Boğazımdaki yumru sabahtan beri geçmek bilmiyordu. Her türlü duyguyu birden hissediyordum. Korkuyordum, gergindim, üzgündüm ama mutluydum.

Gerçek annemi tanımamış olan ben, bugün onu görmeye gidecektim. Annemle ilk defa konuşacaktım. Bu beni heyecanlandırıyor ama aynı zamanda da korkutuyordu.

Ben düşüncelere dalmışken araba bir anda durdu. Başımı iki yana sallayıp bir mezarlığa geldiğimizi gördüğümde boğazımdaki yumrunun büyüdüğünü hissettim.

Babam derin bir nefes aldıktan sonra arabadan indi ve önden dolanıp kapımı açtı. Bana gülümsemeye çalışmıştı ama bir yapaylık vardı. Acısını içine gömdüğü belliydi.

Kemerimi çözüp arabadan indiğimde babam kolunu omuzuma sardı. Diğer elinde de anneme aldığımız çiçekler vardı. Benim elimde de bir şişe su vardı.

Mezarlığa girdiğimizde içimin tuhaf bir hisin kapladığını fark ettim. Gergindim ve korkuyordum. Ama yanımda babam olduğu için bu korkum biraz hafifliyordu.

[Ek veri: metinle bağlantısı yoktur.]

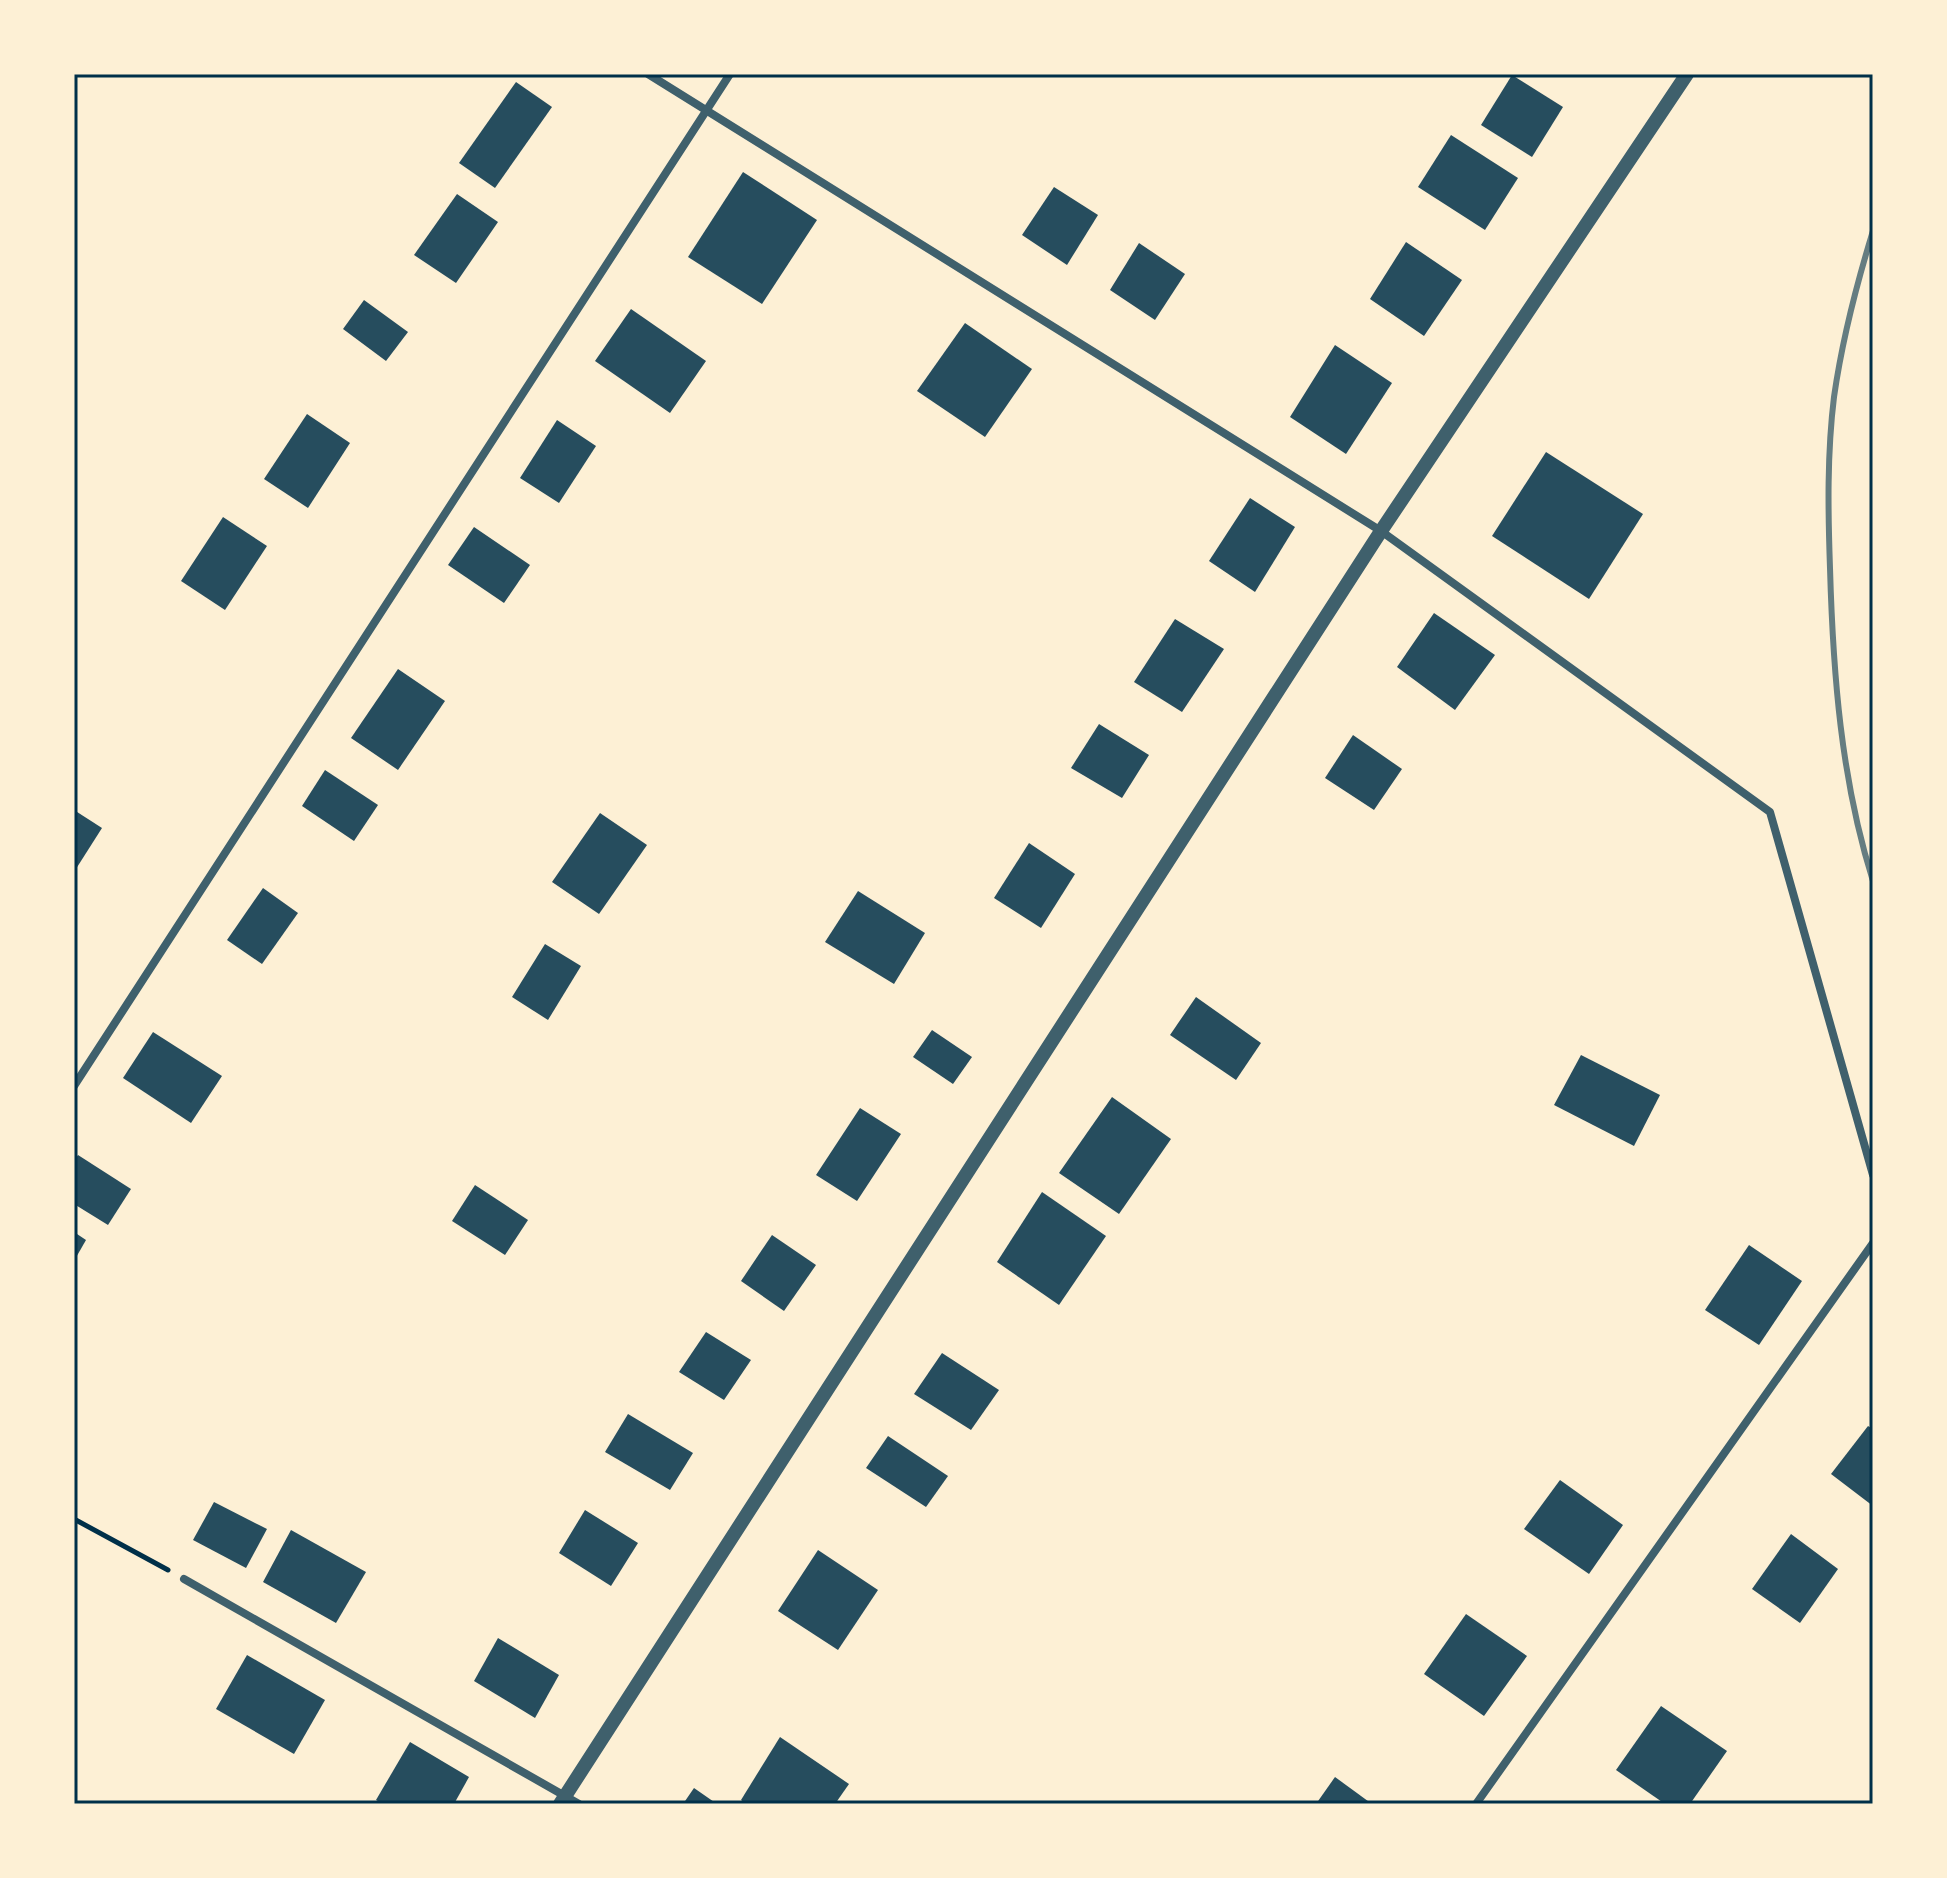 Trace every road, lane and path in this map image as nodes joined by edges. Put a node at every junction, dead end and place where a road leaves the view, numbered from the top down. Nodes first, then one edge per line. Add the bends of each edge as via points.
1 (648, 74) edge
2 (730, 74) edge
3 (1687, 74) edge
4 (705, 112) junction
5 (1381, 531) junction
6 (74, 1086) edge
7 (1873, 1175) edge
8 (1873, 1243) edge
9 (74, 1519) edge
10 (184, 1579) joint
11 (563, 1800) edge
12 (579, 1804) edge
13 (1476, 1804) edge

1 - 4 street
2 - 4 street
3 - 5 street
4 - 5 street
4 - 6 street
5 - 7 street via 1770,812
5 - 11 street
8 - 13 street
9 - 10 path
10 - 11 street
11 - 12 street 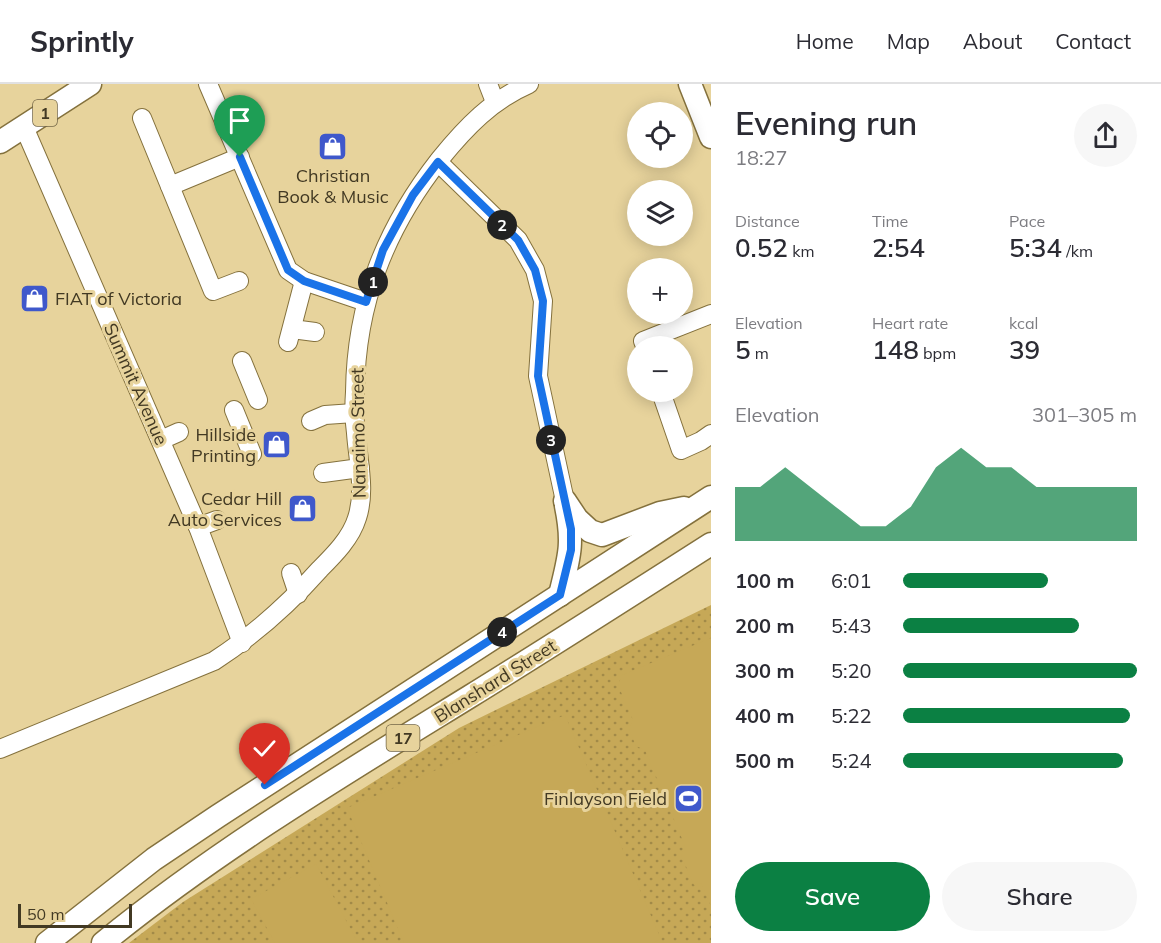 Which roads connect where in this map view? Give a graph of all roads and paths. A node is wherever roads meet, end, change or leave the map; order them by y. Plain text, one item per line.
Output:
1 (90, 84) edge
2 (208, 84) edge
3 (488, 84) edge
4 (530, 84) edge
5 (690, 84) edge
6 (495, 102) junction
7 (142, 118) dead end
8 (24, 127) junction
9 (711, 137) edge
10 (0, 142) edge
11 (240, 157) junction
12 (438, 162) junction
13 (170, 186) junction
14 (239, 280) dead end
15 (304, 281) junction
16 (366, 302) junction
17 (711, 314) edge
18 (315, 332) dead end
19 (656, 336) edge
20 (242, 361) dead end
21 (258, 400) dead end
22 (664, 402) edge
23 (234, 410) dead end
24 (354, 414) junction
25 (312, 421) dead end
26 (179, 432) dead end
27 (711, 434) edge
28 (161, 440) junction
29 (252, 454) dead end
30 (360, 468) junction
31 (323, 473) dead end
32 (565, 501) junction
33 (704, 501) edge
34 (217, 519) dead end
35 (198, 527) junction
36 (711, 544) edge
37 (291, 573) dead end
38 (298, 594) junction
39 (560, 595) junction
40 (242, 643) junction
41 (0, 749) edge
42 (47, 943) edge
43 (103, 943) edge

1 - 8 main road, 1
2 - 11 street
3 - 6 street
4 - 6 street, Nanaimo Street
5 - 9 main road
6 - 12 street, Nanaimo Street
7 - 13 street
8 - 10 main road, 1
8 - 28 street, Summit Avenue
11 - 13 street
11 - 15 street
12 - 16 street, Nanaimo Street
12 - 32 street
13 - 14 street
15 - 16 street
15 - 18 street
16 - 24 street, Nanaimo Street
17 - 19 street
20 - 21 street
22 - 27 street
23 - 29 street
24 - 25 street
24 - 30 street, Nanaimo Street
26 - 28 street
28 - 35 street, Summit Avenue
30 - 31 street
30 - 38 street, Nanaimo Street
32 - 33 main road
32 - 39 main road
33 - 39 main road, Blanshard Street / 17
34 - 35 street
35 - 40 street, Summit Avenue
36 - 43 main road, Blanshard Street / 17
37 - 38 street
38 - 40 street, Nanaimo Street
39 - 42 main road, Blanshard Street / 17
40 - 41 street, Nanaimo Street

Biraz yürüdükten sonra bir mezarın önünde durduk. O an anladım annemle tanışmama çok az kaldığını. Kalbim hızla atmaya başlamıştı ve ben ne yapacağımı bilemiyordum.

Babam bana destek vererek bizi yürüttüğünde taşa daha da yaklaştık. Elindeki çiçeği kurumuş toprağın üzerine nazikçe koydu ve titrek bir nefes aldı. Daha sonra elimdeki şişeyi aldı ve toprağı suladı. Biraz su kaldığında ise taşın üzerine döktü.

Babam tüm bunları yaparken ben ellerimi önümde birleştirmiş bir şekilde onu izliyordum. Gözlerim iki de bir taşın üzerinde yazan isme kayıyordu ama ben hemen geri çekiyordum.